Da sempre considerato un comportamento “maschile”, il canto dei canarini può essere indotto anche nelle femmine adulte. A renderlo possibile è il testosterone, ma non per le ragioni che si pensava. Un nuovo studio pubblicato su Proceedings of the National Academy of Sciences (PNAS), firmato da Shouwen Ma, Carolina Frankl-Vilches e Manfred Gahr del Max Planck Institute for Biological Intelligence di Seewiesen, mostra che l’ormone non fa crescere il cervello: cambia invece il modo in cui i neuroni comunicano e si organizzano.
“Abbiamo scoperto – ha spiegato Gahr – che l’HVC, la regione cerebrale che controlla il canto, non cresce affatto. Il testosterone modifica il fenotipo e l’attività dei neuroni, rendendo il cervello capace di produrre il canto senza aumentare di volume”.
Dall’ormone al canto: un processo rapido
Il team tedesco ha osservato dieci canarine adulte trattate con testosterone e quattro con placebo.

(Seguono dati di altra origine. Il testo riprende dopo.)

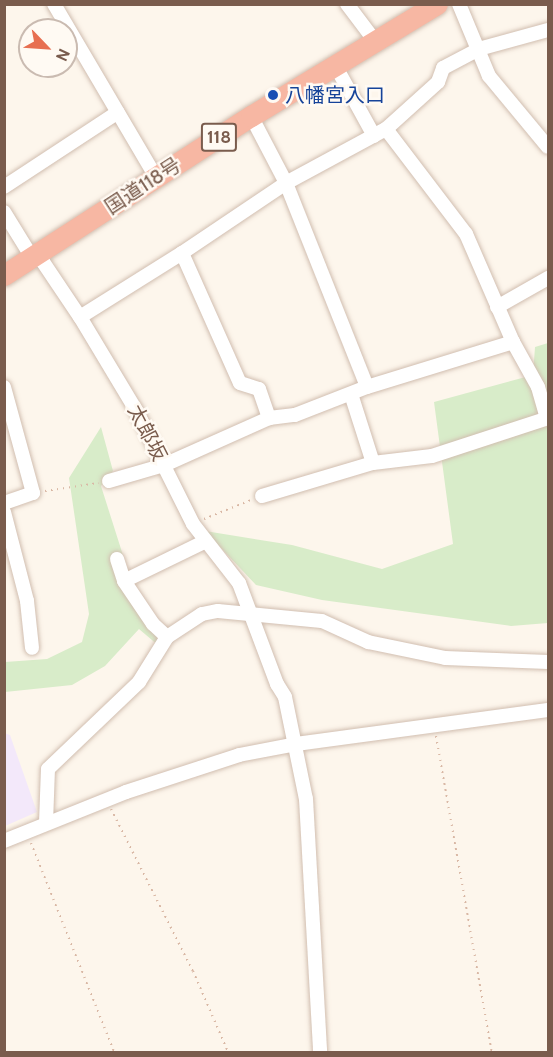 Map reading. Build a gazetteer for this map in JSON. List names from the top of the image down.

In pochi giorni le femmine hanno cominciato a emettere i primi vocalizzi, che nel giro di alcune settimane sono diventati indistinguibili da quelli dei maschi.
Per seguire da vicino i cambiamenti cerebrali, i ricercatori hanno usato tecniche avanzate di microscopia a due fotoni e trascrittomica spaziale, che permettono di osservare l’attività dei neuroni vivi e i geni che si attivano durante l’apprendimento del canto.
“Il testosterone – ha raccontato Ma – non induce la nascita di nuovi neuroni, ma cambia l’espressione genica di quelli già presenti, aumentandone l’attività e la connettività”.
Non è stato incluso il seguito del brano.